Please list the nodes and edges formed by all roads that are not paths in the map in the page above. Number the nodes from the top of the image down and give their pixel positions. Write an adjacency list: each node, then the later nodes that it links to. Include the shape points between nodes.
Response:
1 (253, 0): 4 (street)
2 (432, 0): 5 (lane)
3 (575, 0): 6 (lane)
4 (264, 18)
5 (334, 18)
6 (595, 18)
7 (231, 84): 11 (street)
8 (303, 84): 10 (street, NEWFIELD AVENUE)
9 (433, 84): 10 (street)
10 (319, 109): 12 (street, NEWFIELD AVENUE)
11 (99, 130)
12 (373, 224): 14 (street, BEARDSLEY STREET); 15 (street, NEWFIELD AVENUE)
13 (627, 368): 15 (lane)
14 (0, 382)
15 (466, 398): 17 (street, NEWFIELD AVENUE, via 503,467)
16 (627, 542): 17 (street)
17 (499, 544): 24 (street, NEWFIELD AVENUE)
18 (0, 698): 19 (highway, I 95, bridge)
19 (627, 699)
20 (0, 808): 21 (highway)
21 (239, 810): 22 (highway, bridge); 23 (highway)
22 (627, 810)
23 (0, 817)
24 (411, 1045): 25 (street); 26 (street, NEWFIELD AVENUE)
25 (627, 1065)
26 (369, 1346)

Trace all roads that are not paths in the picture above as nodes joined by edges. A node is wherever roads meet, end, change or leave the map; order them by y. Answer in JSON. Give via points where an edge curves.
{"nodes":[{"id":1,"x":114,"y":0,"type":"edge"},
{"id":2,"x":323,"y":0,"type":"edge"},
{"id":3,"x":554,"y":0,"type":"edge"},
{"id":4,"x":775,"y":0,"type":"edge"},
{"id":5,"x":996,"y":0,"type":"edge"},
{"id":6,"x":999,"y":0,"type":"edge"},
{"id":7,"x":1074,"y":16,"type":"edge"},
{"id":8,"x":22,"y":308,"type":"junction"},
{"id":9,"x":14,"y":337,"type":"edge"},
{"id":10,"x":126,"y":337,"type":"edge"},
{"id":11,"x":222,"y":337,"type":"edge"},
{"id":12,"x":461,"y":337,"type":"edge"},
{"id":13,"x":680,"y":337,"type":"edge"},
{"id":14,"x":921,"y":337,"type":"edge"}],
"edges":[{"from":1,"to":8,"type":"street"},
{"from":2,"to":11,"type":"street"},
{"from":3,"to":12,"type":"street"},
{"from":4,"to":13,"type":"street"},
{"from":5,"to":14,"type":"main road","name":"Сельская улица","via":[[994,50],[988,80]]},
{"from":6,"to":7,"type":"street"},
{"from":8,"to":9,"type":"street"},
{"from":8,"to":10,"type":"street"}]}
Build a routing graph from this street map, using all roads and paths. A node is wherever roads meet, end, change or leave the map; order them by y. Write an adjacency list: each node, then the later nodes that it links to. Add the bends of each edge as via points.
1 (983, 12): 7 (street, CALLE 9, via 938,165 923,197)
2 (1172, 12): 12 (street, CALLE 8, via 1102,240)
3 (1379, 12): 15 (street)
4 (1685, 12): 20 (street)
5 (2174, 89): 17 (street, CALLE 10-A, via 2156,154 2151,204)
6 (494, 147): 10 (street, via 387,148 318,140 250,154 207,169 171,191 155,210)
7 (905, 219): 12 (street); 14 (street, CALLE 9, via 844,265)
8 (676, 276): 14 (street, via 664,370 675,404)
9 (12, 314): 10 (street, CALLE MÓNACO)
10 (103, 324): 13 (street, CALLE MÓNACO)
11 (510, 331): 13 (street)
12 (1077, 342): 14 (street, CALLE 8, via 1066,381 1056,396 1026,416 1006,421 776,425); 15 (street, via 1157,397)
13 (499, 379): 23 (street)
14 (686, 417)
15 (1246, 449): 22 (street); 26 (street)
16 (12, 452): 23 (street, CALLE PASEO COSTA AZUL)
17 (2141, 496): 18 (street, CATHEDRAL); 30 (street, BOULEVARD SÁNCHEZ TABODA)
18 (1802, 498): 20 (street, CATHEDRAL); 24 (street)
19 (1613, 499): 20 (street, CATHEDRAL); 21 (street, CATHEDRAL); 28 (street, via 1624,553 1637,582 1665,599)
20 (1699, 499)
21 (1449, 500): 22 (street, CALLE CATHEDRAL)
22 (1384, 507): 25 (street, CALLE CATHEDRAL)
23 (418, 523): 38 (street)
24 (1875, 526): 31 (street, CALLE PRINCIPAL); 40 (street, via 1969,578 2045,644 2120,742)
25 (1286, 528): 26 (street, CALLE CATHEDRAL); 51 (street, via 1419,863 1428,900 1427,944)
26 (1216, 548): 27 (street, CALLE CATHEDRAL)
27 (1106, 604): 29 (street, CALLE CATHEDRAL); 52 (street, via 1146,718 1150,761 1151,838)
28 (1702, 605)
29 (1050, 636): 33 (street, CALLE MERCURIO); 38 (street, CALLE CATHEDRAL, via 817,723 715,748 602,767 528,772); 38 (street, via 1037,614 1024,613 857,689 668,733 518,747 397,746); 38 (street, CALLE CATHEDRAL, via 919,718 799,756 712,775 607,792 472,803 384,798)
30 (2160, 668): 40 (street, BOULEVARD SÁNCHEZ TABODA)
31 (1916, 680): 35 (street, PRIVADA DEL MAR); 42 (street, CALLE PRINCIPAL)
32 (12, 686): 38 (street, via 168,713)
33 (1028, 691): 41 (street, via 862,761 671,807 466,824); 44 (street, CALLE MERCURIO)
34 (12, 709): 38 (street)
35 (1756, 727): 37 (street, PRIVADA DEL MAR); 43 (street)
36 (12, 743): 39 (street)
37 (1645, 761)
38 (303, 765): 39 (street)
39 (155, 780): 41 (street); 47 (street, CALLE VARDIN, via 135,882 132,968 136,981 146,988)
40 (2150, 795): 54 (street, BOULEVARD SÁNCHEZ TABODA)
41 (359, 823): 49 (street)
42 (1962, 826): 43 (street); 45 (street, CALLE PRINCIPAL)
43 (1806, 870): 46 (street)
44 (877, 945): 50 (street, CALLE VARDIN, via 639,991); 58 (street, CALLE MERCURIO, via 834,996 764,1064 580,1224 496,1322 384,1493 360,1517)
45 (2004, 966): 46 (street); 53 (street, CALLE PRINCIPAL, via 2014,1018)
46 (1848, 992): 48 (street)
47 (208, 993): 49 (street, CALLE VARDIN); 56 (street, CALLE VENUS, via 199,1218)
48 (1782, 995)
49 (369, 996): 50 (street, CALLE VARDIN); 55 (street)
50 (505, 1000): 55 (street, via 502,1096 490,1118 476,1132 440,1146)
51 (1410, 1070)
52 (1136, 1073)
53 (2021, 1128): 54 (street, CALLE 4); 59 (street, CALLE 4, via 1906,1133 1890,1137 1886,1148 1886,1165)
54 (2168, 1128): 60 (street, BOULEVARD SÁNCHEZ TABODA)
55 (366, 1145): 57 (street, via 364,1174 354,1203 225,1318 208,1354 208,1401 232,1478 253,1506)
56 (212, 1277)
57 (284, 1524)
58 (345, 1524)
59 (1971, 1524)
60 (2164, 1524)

◆ ◆ ◆ ◆ ◆

◆ **Work required**:
Go through the records above and copy each line where "meet" is found.

◆ **Reply**:
Trace all roads that are not paths in the picture above as nodes joined by edges. A node is wherever roads meet, end, change or leave the map; order them by y. Answer in JSON. Give via points where an edge curves.
Build a routing graph from this street map, using all roads and paths. A node is wherever roads meet, end, change or leave the map; order them by y. Write an adjacency list: each node, then the later nodes that it links to. Add the bends of each edge as via points.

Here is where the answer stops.